Principal Component Analysis

Author

Mathieu Ribatet

📝 Part I: Reanalysis of the socio-economic dataset

To retrive the data you can go here.

  1. Start by having a glimpse at the data and perform a short descriptive analysis.
  2. To perform PCA analysis, we will use the FactoMineR library (and factoextra for visualization purposes). Installation (only done once of course) is done using
install.packages(c("FactoMineR", "factoextra)")

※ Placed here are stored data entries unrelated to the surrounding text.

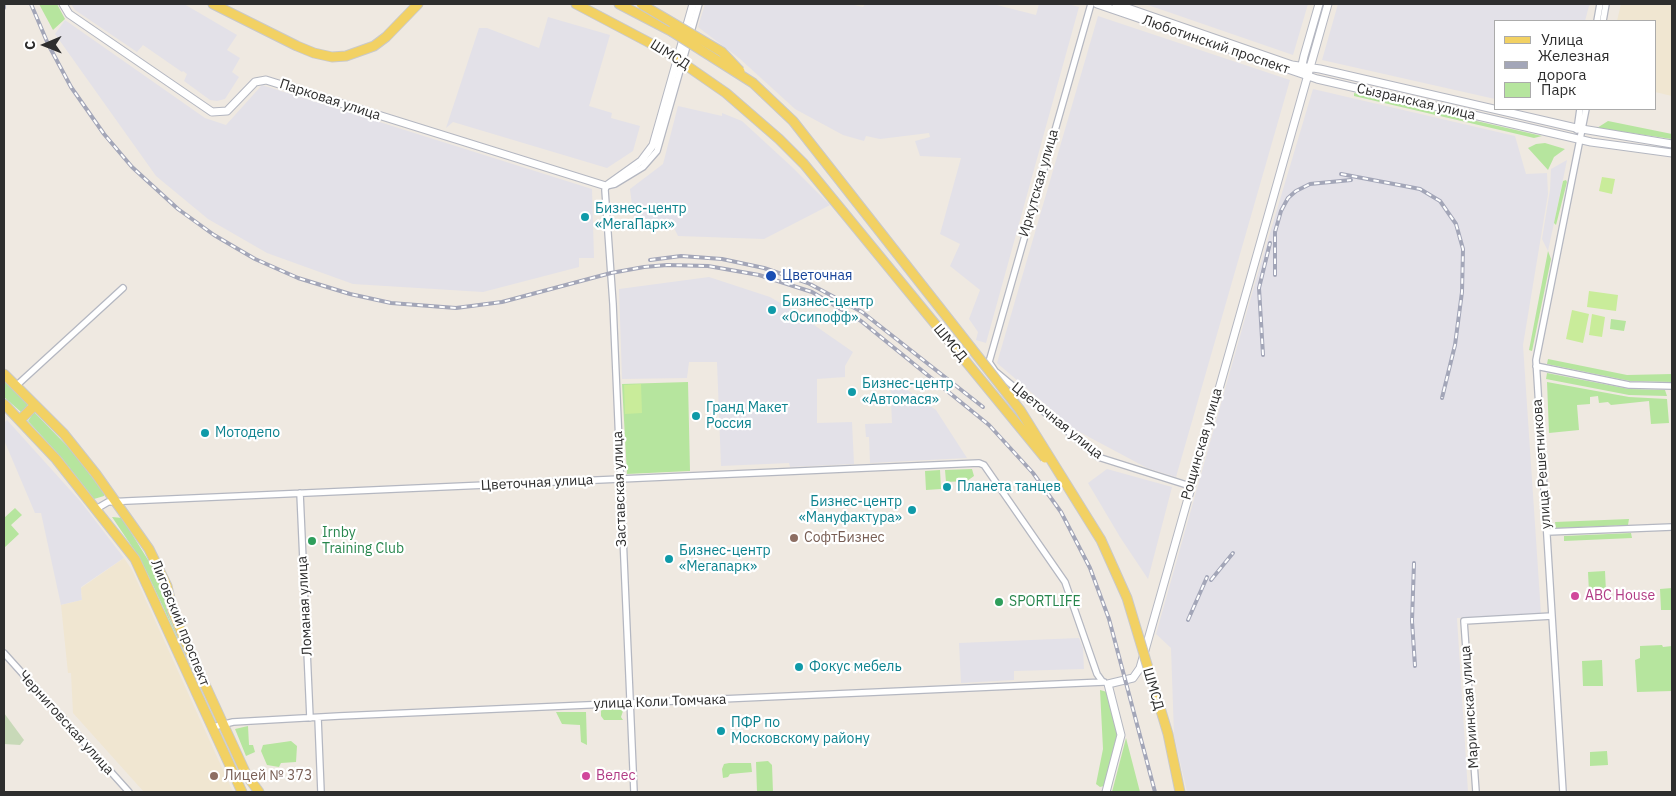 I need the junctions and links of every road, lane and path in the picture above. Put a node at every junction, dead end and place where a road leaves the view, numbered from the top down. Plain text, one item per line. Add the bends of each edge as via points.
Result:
1 (63, 4) edge
2 (213, 4) edge
3 (418, 4) edge
4 (576, 4) edge
5 (619, 4) edge
6 (641, 4) edge
7 (693, 4) edge
8 (699, 4) edge
9 (1090, 4) edge
10 (1096, 4) edge
11 (1116, 4) edge
12 (1319, 4) edge
13 (1328, 4) edge
14 (1600, 4) edge
15 (1606, 4) edge
16 (1597, 20) edge
17 (1603, 20) edge
18 (1306, 66) junction
19 (1307, 76) junction
20 (753, 83) junction
21 (1494, 109) edge
22 (1497, 110) edge
23 (1580, 110) edge
24 (1586, 110) edge
25 (1579, 129) junction
26 (1633, 138) junction
27 (1579, 139) junction
28 (1672, 144) edge
29 (1632, 149) junction
30 (1672, 154) edge
31 (606, 186) junction
32 (123, 288) dead end
33 (989, 362) joint
34 (1536, 366) junction
35 (4, 374) edge
36 (16, 386) junction
37 (1672, 386) edge
38 (4, 404) edge
39 (35, 405) junction
40 (20, 420) junction
41 (619, 479) junction
42 (1190, 486) junction
43 (300, 493) junction
44 (116, 502) junction
45 (96, 509) junction
46 (1672, 527) edge
47 (1547, 532) junction
48 (1552, 616) junction
49 (4, 653) edge
50 (1105, 682) junction
51 (630, 703) junction
52 (310, 718) junction
53 (318, 718) junction
54 (223, 723) junction
55 (213, 727) junction
56 (129, 792) edge
57 (242, 792) edge
58 (259, 792) edge
59 (321, 792) edge
60 (634, 792) edge
61 (1106, 792) edge
62 (1179, 792) edge
63 (1476, 792) edge
64 (1563, 792) edge

1 - 31 street, Парковая улица via 69,14 212,112 227,111 255,82 266,80
2 - 3 main road via 314,53 332,57 346,56 374,46
4 - 62 main road, ШМСД, bridge via 607,18 690,67 779,139 827,190 1043,455 1099,542 1124,599 1157,701
5 - 20 main road, ШМСД, bridge via 671,31
6 - 20 main road, bridge via 722,52
7 - 31 street via 653,145 641,161
8 - 31 street via 657,151 638,171
9 - 33 street, Иркутская улица
10 - 19 street, Люботинский проспект
11 - 18 street, Люботинский проспект via 1289,64
12 - 18 street, Рощинская улица
13 - 18 street, Рощинская улица
14 - 16 street
15 - 17 street
18 - 19 street, Рощинская улица
18 - 21 street, Сызранская улица
19 - 27 street, Сызранская улица
19 - 42 street, Рощинская улица
20 - 62 main road, ШМСД, bridge via 793,120 1020,410 1102,540 1138,632 1168,734
22 - 25 street, Сызранская улица
23 - 25 street, улица Решетникова
24 - 25 street, улица Решетникова
25 - 26 street, Сызранская улица
25 - 27 street, улица Решетникова
26 - 28 street, Сызранская улица
26 - 29 street
27 - 29 street, Сызранская улица
27 - 34 street, улица Решетникова
29 - 30 street, Сызранская улица
31 - 41 street, Заставская улица
32 - 36 street
33 - 42 street, Цветочная улица via 995,371 1096,456
34 - 37 street via 1629,384
34 - 47 street, улица Решетникова
35 - 36 main road, Лиговский проспект
36 - 39 main road, Лиговский проспект
38 - 40 main road, Лиговский проспект
39 - 40 main road
39 - 44 main road, Лиговский проспект via 64,434
40 - 45 main road, Лиговский проспект
41 - 43 street, Цветочная улица
41 - 50 street, Цветочная улица via 984,465 1065,582 1096,674
41 - 51 street, Заставская улица
42 - 50 street, Рощинская улица via 1138,672 1133,678
43 - 44 street, Цветочная улица
43 - 52 street, Ломаная улица
44 - 45 street, Цветочная улица via 108,502
44 - 54 main road, Лиговский проспект via 149,549 162,574 179,629
45 - 55 main road, Лиговский проспект via 135,559
46 - 47 street
47 - 48 street, улица Решетникова
48 - 63 street, Мариинская улица via 1464,621
48 - 64 street, улица Решетникова
49 - 56 street, Черниговская улица
50 - 51 street, улица Коли Томчака
50 - 61 street via 1120,735
51 - 53 street, улица Коли Томчака
51 - 60 street, Заставская улица
52 - 53 street, улица Коли Томчака
52 - 54 street, улица Коли Томчака
53 - 59 street
54 - 55 street, улица Коли Томчака
54 - 58 main road, Лиговский проспект via 246,774
55 - 57 main road, Лиговский проспект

you are now ready to load them (to be done each time you restart R)

library(FactoMineR)
library(factoextra)
  1. Read the documentation of the PCA function (you can skip the col.w and row.w arguments since they were not cover during the course). Next perform a PCA on the socio-economic dataset.
  2. Show the evolution of the explained percentage variance as the number of factorial axis increases. How many axis will you use? The function fviz_screeplot may be useful.
  3. Plot the first factorial plane, i.e., plane define from the 1st and 2nd factorial axis and interpret. The function fviz_pca_var will be useful. Comment.
  4. Plot the contribution of the variables to the first two axes. Does it match your previous statements? The function fviz_contrib will be useful.
  5. Learn how to retrieve the principal components, i.e., coordinates of the individuals onto factorial axis using the get_pca_ind function. Retrieving these coordinates might be useful for subsequent analysis.
  6. Plot the individuals on the first factorial plane. Now plot the five individuals the best represented on the first factorial plane. Do the same with those with the largest contributions. The function fviz_pca_ind might be useful.
  7. Create your own new individual as well as new quantitative and qualitative variables. Learn how to use the ind.sup, quali.sup, quanti.sup arguments.
  8. Use the habillage and addEllipses argument of the fviz_pca_ind function and try to make sense of it.
  9. Use the selectargument to plot only individuals whose \(\cos^2\) is larger than 0.9. Plot only the individuals that have the largest top 5 contribution to the first factorial axis.
  10. Reinventing the wheel… I wrote an implementation of the PCA (using SVD). Some parts of the code are missing though. Complete the code.
mypca <- function(data){
  n.obs <- nrow(data)
  n.var <- ncol(data)
  data <- scale(data)## centering and scaling the data
  decomp <- svd(data)
  
  U <- decomp$u
  V <- decomp$v
  D <- diag(decomp$d)
  
  ## Compute the percentage of explained variance
  explained.variance.prop <- 1## Fill in
  
  ## Coordinates of individuals and variables onto factorial axis
  ind.coord <- 1## Fill in
  var.coord <- 1## Fill in
  
  ## Some graphics
  par(mfrow = c(1, 3))
  
  ## Evolution of the explained variance
  barplot(100 * explained.variance.prop)
  
  ## Plot individuals onto the 1st factorial plane
  xlab <- paste("1st axis (", 100 * round(explained.variance.prop[1], 3), "%)", sep = "")
  ylab <- paste("2nd axis (", 100 * round(explained.variance.prop[2], 3), "%)", sep = "")
  plot(ind.coord[,1:2], xlab = xlab, ylab = ylab, main = "Individuals")
  abline(h = 0, lty = 2, col = "grey")
  abline(v = 0, lty = 2, col = "grey")
  
  ## Plot the variable onto the 1st factorial plane
  plot(0, xlim = c(-1, 1), ylim = c(-1, 1), xlab = xlab, ylab = ylab, main = "Variables",
       type = "n")
  abline(h = 0, lty = 2, col = "grey")
  abline(v = 0, lty = 2, col = "grey")
  
  ## Draw the unit circle
  angles <- seq(0, 2 * pi, length = 500)
  lines(cos(angles), sin(angles))
  arrows(rep(0, ncol(data)), rep(0, ncol(data)), var.coord[,1], var.coord[,2])
  text(var.coord[,1], var.coord[,2], colnames(data))
  
  return(list(ind.coord = ind.coord, var.coord = var.coord, explained.variance.prop = explained.variance.prop))
}

📝 Part II: The French premier league

Data can be retrieved from here. Perform a complete principal component analysis and give interpretation.

Good luck!

Want more? For those who already have finished the Lab, you can perform a PCA on ranks, i.e., rather than using the raw data, you compute the rank for each variable and apply PCA on these ranks. This prevents large contributions of outliers in the PCA.